The Art of Video Games

An article that explores, from various creative viewpoints, the debate surrounding video games and their standing in the art world…

by: Heather Hayes

When photography started to be widely embraced by the Art world, most people didn’t consider it to be art. When French-American painter Henri-Robert-Marcel Duchamp famously entered a urinal as a readymade art piece for an exhibition, the Society of Independent Artists declared it couldn’t be considered art. And when British artist Martin Creed unveiled his Work no. 88, which is simply a sheet of paper scrunched up into a ball, people proclaimed emphatically that it wasn’t art. In the twenty-first century, the debate about what art is continues. One type of work at the center of that debate is video games.
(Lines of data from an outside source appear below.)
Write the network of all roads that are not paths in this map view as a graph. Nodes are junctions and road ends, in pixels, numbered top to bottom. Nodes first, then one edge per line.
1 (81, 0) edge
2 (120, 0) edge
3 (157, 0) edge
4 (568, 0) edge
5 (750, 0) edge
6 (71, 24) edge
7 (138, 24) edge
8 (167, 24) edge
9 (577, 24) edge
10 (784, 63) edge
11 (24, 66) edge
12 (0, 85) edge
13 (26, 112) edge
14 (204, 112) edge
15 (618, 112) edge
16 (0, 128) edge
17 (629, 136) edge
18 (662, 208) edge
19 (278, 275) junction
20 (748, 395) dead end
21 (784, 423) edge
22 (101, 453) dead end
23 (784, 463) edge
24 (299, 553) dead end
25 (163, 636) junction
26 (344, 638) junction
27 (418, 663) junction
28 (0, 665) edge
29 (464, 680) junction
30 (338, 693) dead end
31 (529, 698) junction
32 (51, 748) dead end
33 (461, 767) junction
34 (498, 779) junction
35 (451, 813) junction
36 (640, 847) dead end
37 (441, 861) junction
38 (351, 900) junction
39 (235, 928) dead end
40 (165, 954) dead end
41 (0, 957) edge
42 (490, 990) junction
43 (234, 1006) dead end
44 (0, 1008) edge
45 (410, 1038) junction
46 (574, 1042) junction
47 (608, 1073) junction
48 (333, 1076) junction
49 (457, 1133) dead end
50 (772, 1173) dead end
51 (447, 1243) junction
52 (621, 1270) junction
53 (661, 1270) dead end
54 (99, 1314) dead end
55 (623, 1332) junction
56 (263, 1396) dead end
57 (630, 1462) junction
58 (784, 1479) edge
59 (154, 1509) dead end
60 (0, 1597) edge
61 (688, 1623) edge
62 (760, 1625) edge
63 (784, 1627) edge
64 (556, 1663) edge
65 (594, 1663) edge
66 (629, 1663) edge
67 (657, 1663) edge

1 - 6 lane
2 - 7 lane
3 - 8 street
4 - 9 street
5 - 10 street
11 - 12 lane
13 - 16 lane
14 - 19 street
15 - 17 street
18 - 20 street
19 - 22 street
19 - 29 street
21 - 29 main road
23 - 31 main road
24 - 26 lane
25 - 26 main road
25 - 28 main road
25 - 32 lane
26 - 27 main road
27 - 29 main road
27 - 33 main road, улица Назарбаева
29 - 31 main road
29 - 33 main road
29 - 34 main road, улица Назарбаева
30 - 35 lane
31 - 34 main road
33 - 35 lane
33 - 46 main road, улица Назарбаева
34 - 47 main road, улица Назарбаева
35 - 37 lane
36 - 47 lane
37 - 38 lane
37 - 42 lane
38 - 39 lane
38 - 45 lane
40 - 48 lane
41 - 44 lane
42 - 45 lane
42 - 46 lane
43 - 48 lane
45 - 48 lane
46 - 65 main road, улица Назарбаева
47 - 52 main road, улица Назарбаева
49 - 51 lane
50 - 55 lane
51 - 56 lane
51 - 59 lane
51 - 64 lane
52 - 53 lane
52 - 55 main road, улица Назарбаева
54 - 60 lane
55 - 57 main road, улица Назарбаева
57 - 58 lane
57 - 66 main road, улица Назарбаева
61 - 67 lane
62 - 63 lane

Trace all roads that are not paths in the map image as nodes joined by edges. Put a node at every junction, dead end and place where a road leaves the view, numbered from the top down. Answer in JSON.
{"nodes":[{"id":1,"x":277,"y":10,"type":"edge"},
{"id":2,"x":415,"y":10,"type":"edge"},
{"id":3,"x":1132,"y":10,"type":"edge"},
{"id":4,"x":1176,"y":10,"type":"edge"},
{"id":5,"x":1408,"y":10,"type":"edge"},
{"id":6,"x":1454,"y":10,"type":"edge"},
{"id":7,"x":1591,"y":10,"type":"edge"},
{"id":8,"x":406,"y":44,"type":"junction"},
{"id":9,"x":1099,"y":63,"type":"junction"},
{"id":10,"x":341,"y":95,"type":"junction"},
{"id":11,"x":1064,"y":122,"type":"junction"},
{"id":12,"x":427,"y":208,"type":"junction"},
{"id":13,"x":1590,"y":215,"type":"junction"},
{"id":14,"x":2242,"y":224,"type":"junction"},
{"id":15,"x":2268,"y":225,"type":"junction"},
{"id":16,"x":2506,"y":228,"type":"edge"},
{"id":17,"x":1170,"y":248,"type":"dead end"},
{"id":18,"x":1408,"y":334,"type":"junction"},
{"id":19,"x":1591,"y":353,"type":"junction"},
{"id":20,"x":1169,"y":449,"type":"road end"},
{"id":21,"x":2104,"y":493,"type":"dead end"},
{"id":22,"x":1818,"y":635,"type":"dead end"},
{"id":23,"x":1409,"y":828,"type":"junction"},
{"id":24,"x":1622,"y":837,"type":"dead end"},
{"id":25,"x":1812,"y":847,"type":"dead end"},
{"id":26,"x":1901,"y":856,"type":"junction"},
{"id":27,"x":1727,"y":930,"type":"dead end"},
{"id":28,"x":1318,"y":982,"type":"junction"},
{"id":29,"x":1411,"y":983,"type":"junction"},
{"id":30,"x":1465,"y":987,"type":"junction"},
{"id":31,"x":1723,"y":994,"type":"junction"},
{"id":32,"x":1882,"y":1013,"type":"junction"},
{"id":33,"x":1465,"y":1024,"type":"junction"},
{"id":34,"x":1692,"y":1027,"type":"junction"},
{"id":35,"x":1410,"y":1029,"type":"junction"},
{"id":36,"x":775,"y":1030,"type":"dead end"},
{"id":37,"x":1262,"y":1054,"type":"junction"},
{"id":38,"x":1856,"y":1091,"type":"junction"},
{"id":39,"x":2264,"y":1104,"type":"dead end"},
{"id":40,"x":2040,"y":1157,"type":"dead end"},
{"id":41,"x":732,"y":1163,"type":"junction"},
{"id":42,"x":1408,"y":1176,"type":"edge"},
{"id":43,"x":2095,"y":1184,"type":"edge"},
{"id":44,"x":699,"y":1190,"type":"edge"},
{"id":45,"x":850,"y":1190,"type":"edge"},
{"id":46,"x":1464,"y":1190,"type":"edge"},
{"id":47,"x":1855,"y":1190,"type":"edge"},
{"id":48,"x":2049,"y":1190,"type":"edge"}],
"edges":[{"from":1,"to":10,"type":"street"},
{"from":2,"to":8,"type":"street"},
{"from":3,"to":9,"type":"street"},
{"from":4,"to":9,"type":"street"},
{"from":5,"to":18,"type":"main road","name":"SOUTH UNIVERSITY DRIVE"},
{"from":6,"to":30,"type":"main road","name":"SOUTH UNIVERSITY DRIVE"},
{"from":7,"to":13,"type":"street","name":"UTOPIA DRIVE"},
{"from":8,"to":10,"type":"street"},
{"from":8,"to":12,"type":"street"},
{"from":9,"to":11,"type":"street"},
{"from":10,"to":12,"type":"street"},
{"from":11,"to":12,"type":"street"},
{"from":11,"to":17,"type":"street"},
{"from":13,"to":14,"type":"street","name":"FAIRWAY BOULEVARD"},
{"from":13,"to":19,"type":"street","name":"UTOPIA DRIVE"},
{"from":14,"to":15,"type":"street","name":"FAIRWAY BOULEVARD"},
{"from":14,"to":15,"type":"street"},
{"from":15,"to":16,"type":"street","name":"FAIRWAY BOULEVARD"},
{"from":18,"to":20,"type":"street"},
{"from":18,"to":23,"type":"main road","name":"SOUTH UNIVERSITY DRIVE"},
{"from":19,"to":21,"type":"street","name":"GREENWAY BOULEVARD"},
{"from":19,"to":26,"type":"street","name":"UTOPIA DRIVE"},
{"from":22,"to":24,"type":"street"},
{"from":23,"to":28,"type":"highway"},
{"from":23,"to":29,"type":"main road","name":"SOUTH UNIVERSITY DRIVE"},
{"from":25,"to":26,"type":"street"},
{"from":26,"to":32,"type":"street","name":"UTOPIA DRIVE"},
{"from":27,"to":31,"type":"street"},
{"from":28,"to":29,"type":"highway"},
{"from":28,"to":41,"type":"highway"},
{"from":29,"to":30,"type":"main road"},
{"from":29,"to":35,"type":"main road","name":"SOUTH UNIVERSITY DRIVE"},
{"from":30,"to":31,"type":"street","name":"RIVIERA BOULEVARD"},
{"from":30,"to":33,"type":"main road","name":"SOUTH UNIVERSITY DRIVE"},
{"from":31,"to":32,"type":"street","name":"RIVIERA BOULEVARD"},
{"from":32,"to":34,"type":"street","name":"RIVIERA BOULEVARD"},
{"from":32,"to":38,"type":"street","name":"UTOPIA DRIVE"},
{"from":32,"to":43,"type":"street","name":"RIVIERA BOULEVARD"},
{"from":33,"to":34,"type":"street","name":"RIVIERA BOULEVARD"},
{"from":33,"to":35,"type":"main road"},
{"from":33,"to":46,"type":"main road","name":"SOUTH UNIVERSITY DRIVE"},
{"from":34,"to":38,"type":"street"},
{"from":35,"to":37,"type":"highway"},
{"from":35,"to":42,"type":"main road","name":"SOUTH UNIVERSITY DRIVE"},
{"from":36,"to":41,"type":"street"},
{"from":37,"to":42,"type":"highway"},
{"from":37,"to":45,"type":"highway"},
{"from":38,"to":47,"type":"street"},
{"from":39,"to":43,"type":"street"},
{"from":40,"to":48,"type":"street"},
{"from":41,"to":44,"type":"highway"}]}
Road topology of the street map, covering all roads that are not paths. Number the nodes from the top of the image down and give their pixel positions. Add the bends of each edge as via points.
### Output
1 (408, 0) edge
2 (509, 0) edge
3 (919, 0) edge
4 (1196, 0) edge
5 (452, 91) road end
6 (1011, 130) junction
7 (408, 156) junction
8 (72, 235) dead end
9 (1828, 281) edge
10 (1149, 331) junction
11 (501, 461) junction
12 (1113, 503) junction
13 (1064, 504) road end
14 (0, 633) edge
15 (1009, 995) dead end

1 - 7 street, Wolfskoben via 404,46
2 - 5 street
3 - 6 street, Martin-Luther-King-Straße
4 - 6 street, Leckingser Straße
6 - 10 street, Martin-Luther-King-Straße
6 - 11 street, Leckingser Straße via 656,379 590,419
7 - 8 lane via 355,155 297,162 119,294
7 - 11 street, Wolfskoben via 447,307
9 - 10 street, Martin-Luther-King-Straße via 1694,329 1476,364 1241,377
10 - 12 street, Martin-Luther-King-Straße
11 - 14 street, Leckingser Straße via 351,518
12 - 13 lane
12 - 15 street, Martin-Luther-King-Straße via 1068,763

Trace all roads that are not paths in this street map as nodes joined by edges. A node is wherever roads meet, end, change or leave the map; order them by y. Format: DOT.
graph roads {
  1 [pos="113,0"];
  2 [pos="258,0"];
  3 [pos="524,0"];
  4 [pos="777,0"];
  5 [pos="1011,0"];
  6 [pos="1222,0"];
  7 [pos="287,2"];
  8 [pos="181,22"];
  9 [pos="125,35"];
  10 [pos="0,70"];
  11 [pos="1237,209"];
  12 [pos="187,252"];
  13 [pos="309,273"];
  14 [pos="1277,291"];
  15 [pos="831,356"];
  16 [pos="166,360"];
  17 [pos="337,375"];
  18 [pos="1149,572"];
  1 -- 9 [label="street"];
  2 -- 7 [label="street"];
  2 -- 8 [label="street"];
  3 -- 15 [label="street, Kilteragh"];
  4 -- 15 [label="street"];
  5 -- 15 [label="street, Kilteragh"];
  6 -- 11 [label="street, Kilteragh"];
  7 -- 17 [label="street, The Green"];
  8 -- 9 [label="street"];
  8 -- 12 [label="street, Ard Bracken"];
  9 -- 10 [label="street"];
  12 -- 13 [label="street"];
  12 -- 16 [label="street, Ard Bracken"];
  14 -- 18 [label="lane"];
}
Many art critics simply believe that if an artist calls something a piece of art, or if it is exhibited, then the piece becomes a work of art, as with Duchamp’s Fountain. However, video games aren’t necessarily made by artists, but by designers, and there are many different people with varying skills who work to make a video game. Furthermore, the purpose of developing a video game is to create a commercially viable entertainment work, not an item to be placed in the Louvre. Some people question where the line should be drawn, too. For instance, should puzzle games like Tetris and video slot games like those available at an online casino in NZ, be regarded as art as much as beautifully-designed role-playing games? However, the meaning of art is continually changing, and many experts make a good case for video games being an art form.

The debate surrounding video games as an art form began in the late 1980s when art museums began displaying outdated first and second-generation games. The most notable exhibition was the 1989 Hot Circuits: A Video Arcade exhibition at the Museum of Moving Image. Because the curator had exhibited the games, many people claimed it meant those games had become artworks.

In 2003, professor Tiffany Holmes wrote a paper where she noted that the new trend of modifying the code of early games like Pac-Man and Asteroids created an intersection between commercial games and contemporary digital art. And in 2010, professor Celia Pearce noted that the 1960s Fluxus movement and the recent New Games Movement had paved the way for modern art games.

In a growing number of countries, video games are legally becoming classified as an art form. In 2006, France categorized video games as cultural goods with a form of artistic expression and inducted two French game designers and one Japanese game designer into the Ordre des Arts et des Lettres. In 2011, the United States National Endowment for the Arts began providing grants for art projects that included interactive games, further helping video games to become a recognized art form. And in 2018, Germany agreed to recognize some video games as having an artistic nature.

Respected British art critic Jonathan Jones claims video games are not art because they have no individual ownership. Famed film critic Roger Ebert who had become known as the most vocal critic of video games as an art form has amongst his many arguments against video games as art that he believes video games do not explore the meaning of being human in the way that other art forms do.

Others who refuse to believe video games can be art include game designer Hideo Kojima and game-studio owners Michael Samyn and Auriea Harvey,, which shows that even some game-makers do not believe video games are art.

The debate is sure to rage on, but when we look at other examples in history, like photography or Duchamp’s urinal, it’s clear to see that many things that were not once considered to be artforms have become completely accepted as art today.